**Work order**
Your copy should contain exactly the lines from the one that holds "index dip: (372, 213)" through the end of the material, reproduced as written, with no pictures.

**Given records**
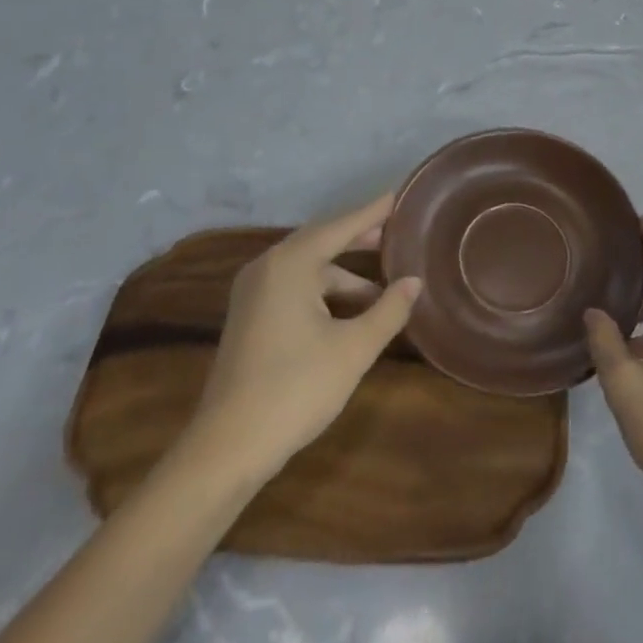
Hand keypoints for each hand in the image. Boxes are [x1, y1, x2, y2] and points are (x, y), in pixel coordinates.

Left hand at [184, 195, 421, 480]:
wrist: (228, 447)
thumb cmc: (296, 388)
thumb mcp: (354, 349)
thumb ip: (388, 310)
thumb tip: (414, 281)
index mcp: (290, 264)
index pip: (340, 226)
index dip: (372, 213)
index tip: (398, 196)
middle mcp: (267, 267)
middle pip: (321, 241)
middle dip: (358, 239)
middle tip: (395, 235)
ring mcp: (253, 292)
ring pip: (308, 269)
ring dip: (344, 276)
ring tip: (382, 292)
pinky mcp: (249, 316)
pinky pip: (294, 287)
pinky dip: (324, 293)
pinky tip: (349, 314)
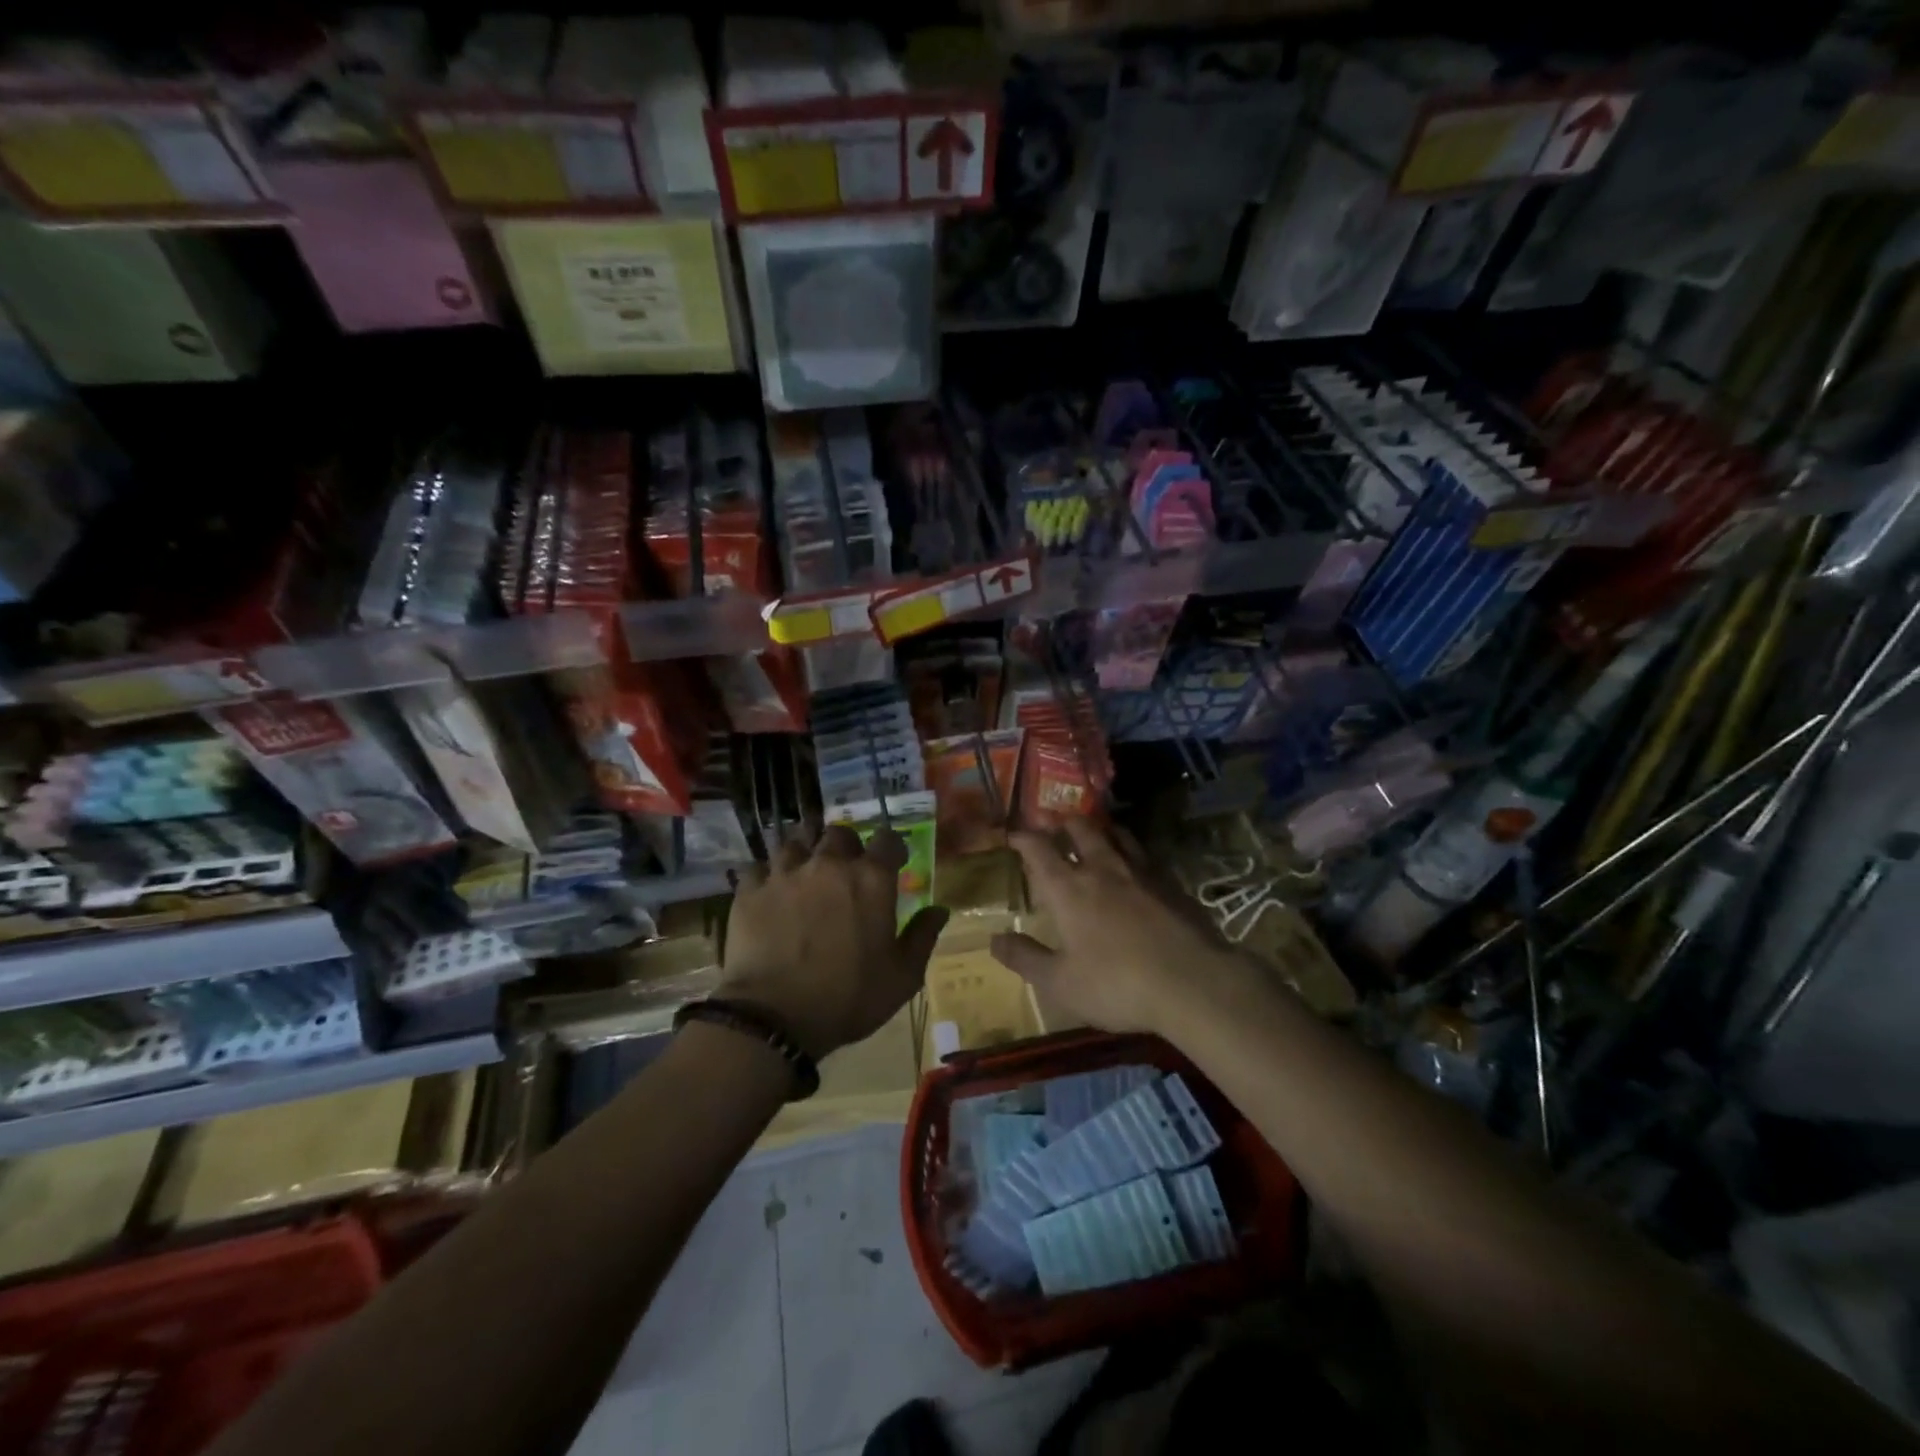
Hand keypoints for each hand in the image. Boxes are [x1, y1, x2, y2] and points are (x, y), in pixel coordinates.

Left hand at [720, 824, 947, 1060]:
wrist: (775, 1016)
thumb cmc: (849, 997)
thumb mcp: (902, 977)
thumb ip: (923, 937)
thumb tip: (940, 910)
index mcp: (871, 879)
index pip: (887, 839)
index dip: (891, 847)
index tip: (892, 862)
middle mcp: (829, 864)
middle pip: (838, 833)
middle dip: (845, 845)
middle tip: (845, 867)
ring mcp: (786, 873)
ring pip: (795, 841)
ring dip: (804, 851)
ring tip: (804, 870)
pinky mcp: (751, 889)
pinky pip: (758, 866)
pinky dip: (766, 874)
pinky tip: (768, 890)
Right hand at [992, 819, 1260, 1036]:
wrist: (1192, 983)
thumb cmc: (1117, 985)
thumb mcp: (1060, 983)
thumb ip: (1025, 959)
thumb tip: (993, 940)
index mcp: (1068, 889)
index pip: (1039, 849)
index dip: (1023, 837)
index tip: (1013, 834)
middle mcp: (1101, 869)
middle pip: (1080, 829)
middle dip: (1063, 822)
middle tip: (1054, 824)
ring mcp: (1140, 871)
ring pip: (1115, 834)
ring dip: (1099, 828)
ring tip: (1094, 831)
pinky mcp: (1170, 882)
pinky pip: (1144, 853)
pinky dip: (1130, 848)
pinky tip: (1134, 862)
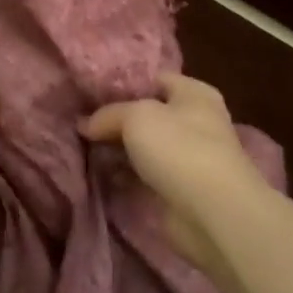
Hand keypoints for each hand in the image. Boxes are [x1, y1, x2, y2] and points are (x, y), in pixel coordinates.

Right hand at [80, 73, 258, 271]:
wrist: (213, 212)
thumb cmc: (179, 148)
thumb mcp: (136, 116)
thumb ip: (108, 114)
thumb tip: (84, 124)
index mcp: (194, 95)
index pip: (155, 79)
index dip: (124, 84)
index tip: (90, 93)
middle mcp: (195, 122)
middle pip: (147, 114)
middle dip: (115, 119)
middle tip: (79, 122)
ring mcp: (187, 158)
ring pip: (143, 147)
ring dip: (117, 149)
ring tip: (81, 147)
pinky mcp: (178, 189)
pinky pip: (144, 175)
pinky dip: (124, 175)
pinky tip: (97, 173)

**Output for this exercise**
index dip: (372, 213)
index tip: (398, 196)
middle mcp: (267, 267)
middle pip: (321, 241)
middle dip: (358, 239)
middle tip: (395, 235)
ring mcp: (253, 292)
ring pip: (308, 269)
ring dip: (344, 276)
ring tip: (382, 292)
pinky mcp: (249, 316)
pinky pip: (294, 287)
pinky dip: (324, 293)
pinky tip: (349, 314)
Hand keypoints for each hand in the image. Boxes are [x1, y1, x2, y2] and points are (x, y), in pixel coordinates.

Left hand at [720, 824, 947, 1060]:
wrist: (775, 1016)
thumb cmc: (849, 997)
thumb mcp: (902, 977)
thumb ip: (923, 937)
thumb tip: (940, 910)
index mcp: (871, 879)
index pip: (887, 839)
index dip: (891, 847)
index tip: (892, 862)
middle mcp: (829, 864)
middle pip: (838, 833)
middle dip: (845, 845)
middle tip: (845, 867)
ring mcp: (786, 873)
ring pip: (795, 841)
ring dip: (804, 851)
ring tip: (804, 870)
pinky mcp: (751, 889)
pinky pip: (758, 866)
pinky dip: (766, 874)
pinky tip: (768, 890)
Right hand at [992, 819, 1260, 1036]:
wrist: (1192, 983)
thumb cmc: (1117, 985)
thumb mcp: (1060, 983)
thumb ip: (1025, 959)
thumb tip: (993, 940)
index mcp: (1068, 889)
index pip: (1039, 849)
index dip: (1023, 837)
index tip: (1013, 834)
middle mcp: (1101, 869)
middle pip: (1080, 829)
middle dip: (1063, 822)
middle tip: (1054, 824)
ring mcp: (1140, 871)
ring pip: (1115, 834)
ring dip: (1099, 828)
ring tip: (1094, 831)
pinky mcp: (1170, 882)
pinky pip: (1144, 853)
pinky dip: (1130, 848)
pinky tip: (1134, 862)
Hand keypoints for each hand in the image. Boxes are [x1, y1, x2, y2] and points are (x, y), in pixel coordinates.

Right hand at [80, 73, 258, 271]:
wrist: (213, 212)
thumb cmc: (179, 148)
thumb mcp: (136, 116)
thumb ip: (108, 114)
thumb tip: (84, 124)
index mcp: (194, 95)
index pip: (155, 79)
index dip: (124, 84)
index tip: (90, 93)
middle mcp: (195, 122)
middle pip: (147, 114)
middle dip: (115, 119)
middle tip: (79, 122)
ring mcp: (187, 158)
ring pip: (143, 147)
ring dip: (117, 149)
ring tip: (81, 147)
pinky mcp: (178, 189)
pinky pip: (144, 175)
pinky dip: (124, 175)
pinky tip: (97, 173)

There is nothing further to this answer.